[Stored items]
*****
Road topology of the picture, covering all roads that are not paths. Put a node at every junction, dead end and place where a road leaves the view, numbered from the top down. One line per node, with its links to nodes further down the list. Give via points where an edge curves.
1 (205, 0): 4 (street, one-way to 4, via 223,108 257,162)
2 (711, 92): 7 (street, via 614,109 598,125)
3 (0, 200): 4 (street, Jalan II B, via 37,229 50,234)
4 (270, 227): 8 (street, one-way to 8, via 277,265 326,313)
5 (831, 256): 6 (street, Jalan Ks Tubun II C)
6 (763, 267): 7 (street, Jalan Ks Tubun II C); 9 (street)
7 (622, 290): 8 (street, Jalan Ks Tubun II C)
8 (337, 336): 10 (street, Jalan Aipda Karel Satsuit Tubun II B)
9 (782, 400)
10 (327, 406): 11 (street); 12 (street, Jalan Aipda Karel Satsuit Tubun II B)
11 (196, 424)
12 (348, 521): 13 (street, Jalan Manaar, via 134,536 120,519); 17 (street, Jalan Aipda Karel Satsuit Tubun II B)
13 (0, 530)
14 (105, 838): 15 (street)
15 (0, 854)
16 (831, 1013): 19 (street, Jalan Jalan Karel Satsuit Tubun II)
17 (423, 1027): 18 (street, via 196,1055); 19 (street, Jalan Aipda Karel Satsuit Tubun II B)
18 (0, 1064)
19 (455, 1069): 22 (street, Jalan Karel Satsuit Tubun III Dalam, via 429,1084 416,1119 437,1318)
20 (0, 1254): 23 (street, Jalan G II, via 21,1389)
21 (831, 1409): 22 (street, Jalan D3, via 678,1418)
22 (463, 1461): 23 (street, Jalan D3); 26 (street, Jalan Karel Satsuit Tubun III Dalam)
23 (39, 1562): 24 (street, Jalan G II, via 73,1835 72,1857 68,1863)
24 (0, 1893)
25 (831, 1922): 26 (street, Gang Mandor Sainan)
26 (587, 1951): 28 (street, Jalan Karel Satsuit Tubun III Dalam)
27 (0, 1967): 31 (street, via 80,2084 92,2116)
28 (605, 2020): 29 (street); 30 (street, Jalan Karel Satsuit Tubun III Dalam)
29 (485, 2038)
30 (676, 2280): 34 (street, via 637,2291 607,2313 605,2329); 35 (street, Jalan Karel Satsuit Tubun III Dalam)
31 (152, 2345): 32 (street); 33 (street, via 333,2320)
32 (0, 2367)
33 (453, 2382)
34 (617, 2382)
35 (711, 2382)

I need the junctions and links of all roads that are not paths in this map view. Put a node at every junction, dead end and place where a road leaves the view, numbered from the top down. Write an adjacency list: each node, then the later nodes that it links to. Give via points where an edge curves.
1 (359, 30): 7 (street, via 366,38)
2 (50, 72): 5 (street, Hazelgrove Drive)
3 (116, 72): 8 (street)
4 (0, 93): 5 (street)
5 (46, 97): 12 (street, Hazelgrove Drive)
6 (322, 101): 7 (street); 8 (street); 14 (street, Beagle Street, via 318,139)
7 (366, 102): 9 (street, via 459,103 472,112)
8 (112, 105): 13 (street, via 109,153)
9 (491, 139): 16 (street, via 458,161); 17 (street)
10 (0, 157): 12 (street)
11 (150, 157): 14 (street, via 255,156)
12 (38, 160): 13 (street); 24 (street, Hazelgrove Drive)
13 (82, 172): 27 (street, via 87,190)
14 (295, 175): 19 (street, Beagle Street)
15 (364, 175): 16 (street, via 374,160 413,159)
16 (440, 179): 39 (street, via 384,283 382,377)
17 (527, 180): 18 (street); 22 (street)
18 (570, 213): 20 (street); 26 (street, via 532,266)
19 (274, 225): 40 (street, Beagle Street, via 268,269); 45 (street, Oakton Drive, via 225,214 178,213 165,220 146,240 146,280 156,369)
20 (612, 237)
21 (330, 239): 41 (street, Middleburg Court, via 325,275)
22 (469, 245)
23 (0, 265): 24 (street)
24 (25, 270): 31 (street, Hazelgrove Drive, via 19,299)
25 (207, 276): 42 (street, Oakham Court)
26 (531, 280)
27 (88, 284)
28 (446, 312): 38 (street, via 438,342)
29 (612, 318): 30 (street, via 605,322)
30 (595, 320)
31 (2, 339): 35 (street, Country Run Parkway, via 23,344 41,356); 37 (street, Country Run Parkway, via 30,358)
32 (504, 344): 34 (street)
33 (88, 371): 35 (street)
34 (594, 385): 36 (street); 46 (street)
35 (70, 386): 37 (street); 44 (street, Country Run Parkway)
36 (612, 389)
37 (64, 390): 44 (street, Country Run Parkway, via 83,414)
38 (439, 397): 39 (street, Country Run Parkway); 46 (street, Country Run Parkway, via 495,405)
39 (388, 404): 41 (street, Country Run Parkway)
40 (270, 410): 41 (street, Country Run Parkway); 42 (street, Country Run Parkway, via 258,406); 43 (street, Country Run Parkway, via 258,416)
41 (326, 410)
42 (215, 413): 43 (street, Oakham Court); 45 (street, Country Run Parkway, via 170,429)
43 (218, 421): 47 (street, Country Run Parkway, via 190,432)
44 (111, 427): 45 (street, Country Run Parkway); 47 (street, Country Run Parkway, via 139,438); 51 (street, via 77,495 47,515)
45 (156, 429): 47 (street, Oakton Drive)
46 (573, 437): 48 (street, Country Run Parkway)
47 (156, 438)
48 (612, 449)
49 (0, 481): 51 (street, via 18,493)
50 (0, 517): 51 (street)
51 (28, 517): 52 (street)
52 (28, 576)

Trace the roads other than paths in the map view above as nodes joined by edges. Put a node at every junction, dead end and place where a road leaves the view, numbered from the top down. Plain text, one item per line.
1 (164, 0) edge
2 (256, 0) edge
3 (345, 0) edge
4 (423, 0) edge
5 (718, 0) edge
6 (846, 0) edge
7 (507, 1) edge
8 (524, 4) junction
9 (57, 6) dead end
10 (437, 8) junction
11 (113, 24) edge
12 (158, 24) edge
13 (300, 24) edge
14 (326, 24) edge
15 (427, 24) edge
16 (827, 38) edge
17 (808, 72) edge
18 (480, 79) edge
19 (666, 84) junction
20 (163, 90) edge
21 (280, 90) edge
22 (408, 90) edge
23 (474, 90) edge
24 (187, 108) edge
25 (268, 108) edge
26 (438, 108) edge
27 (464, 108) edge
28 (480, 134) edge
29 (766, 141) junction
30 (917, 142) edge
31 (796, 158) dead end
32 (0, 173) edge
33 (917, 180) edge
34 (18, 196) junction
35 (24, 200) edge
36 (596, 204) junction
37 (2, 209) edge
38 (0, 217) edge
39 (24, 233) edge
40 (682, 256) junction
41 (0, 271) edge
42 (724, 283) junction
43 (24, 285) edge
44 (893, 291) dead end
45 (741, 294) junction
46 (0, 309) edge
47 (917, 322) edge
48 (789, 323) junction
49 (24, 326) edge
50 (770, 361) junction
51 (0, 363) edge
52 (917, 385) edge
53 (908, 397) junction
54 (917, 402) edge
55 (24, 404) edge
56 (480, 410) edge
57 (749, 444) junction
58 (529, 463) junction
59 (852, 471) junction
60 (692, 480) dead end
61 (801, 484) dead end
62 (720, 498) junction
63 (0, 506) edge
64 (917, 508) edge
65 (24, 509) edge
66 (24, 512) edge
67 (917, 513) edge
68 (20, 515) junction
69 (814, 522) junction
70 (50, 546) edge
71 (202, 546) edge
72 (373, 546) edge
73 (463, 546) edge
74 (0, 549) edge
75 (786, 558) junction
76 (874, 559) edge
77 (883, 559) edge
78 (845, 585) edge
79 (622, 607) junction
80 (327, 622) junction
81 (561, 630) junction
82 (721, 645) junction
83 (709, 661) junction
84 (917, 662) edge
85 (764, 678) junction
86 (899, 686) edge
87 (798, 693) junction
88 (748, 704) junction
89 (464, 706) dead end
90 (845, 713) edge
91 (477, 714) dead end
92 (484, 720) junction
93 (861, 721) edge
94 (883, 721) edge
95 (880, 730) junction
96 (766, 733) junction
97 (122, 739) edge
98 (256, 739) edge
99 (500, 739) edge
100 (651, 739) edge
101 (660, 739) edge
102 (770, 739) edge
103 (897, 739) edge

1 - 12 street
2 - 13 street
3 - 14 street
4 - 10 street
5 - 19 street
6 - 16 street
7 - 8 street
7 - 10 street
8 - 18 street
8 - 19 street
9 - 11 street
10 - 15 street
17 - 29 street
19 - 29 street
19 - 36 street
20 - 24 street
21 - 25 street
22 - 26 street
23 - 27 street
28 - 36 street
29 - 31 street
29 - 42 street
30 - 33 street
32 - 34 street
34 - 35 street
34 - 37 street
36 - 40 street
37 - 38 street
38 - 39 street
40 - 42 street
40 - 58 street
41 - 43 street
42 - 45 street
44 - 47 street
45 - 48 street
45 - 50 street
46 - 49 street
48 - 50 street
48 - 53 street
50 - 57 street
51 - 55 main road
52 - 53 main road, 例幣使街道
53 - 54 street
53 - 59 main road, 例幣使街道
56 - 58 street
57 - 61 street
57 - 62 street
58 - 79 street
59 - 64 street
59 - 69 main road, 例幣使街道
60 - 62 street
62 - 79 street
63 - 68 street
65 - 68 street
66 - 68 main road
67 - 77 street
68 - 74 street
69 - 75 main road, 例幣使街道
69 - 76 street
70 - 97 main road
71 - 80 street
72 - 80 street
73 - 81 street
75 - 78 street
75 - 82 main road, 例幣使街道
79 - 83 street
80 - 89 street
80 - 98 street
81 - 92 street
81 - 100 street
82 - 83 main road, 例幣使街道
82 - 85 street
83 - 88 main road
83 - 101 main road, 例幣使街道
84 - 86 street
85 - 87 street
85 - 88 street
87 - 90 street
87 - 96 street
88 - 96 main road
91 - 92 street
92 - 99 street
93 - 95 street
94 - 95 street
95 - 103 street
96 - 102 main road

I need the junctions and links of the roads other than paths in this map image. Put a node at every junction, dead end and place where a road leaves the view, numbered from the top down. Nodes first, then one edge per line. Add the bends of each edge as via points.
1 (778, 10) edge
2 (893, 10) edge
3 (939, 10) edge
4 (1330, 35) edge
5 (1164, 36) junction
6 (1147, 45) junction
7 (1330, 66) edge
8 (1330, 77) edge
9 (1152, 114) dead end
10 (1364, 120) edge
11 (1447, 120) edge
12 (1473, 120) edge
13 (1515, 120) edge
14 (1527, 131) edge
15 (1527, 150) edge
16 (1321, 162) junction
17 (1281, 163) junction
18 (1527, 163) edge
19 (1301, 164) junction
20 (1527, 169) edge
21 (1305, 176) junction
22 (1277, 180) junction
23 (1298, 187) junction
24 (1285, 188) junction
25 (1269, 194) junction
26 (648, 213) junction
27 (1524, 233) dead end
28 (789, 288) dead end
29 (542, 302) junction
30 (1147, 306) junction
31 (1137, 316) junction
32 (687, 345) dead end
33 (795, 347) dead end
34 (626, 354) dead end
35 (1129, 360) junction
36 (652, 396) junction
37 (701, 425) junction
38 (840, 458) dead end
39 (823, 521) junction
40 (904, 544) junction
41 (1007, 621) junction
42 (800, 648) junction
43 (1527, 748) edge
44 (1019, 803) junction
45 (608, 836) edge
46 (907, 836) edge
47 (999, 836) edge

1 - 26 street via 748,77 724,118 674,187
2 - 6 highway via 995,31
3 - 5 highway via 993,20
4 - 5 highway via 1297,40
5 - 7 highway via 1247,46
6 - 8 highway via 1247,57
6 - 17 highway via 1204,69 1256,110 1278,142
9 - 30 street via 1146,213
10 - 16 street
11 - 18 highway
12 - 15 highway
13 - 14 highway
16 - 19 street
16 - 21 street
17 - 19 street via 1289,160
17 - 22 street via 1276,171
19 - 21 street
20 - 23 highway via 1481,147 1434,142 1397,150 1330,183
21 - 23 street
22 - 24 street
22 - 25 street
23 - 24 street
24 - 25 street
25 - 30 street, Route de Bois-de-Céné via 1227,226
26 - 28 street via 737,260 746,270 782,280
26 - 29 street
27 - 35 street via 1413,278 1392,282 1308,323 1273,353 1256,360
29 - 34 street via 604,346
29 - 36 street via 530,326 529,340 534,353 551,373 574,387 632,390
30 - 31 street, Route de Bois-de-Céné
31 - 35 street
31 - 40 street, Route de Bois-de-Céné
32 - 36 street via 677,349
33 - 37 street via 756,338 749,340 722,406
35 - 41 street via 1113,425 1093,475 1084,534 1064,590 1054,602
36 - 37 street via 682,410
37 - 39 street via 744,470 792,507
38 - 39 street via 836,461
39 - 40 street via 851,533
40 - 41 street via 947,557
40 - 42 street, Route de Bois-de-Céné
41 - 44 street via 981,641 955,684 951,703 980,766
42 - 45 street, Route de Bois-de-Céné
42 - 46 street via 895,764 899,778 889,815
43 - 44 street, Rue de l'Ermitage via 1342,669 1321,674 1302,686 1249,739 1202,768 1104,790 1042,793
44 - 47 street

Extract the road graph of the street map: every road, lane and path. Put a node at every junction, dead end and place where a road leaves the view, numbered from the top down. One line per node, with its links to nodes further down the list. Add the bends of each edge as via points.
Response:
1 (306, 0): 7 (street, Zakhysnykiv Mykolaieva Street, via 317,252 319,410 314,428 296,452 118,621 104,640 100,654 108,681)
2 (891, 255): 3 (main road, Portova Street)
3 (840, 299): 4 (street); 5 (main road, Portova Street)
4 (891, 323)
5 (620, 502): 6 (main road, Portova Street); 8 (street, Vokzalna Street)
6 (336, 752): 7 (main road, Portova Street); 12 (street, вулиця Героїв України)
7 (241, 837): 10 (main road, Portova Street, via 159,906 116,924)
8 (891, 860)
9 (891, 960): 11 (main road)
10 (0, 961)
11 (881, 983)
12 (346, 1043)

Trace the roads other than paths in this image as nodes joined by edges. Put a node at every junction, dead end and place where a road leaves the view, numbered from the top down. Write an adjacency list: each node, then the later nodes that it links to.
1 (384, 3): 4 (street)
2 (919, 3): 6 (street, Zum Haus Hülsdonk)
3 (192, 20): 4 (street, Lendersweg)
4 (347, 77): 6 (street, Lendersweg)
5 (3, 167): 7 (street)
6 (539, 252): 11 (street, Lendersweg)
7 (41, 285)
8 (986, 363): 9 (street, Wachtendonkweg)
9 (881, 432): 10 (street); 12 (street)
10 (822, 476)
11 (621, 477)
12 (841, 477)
*****
● Your task
Answer with a single number: the count of lines in the records that contain "adjacency".

● Exercise solution
2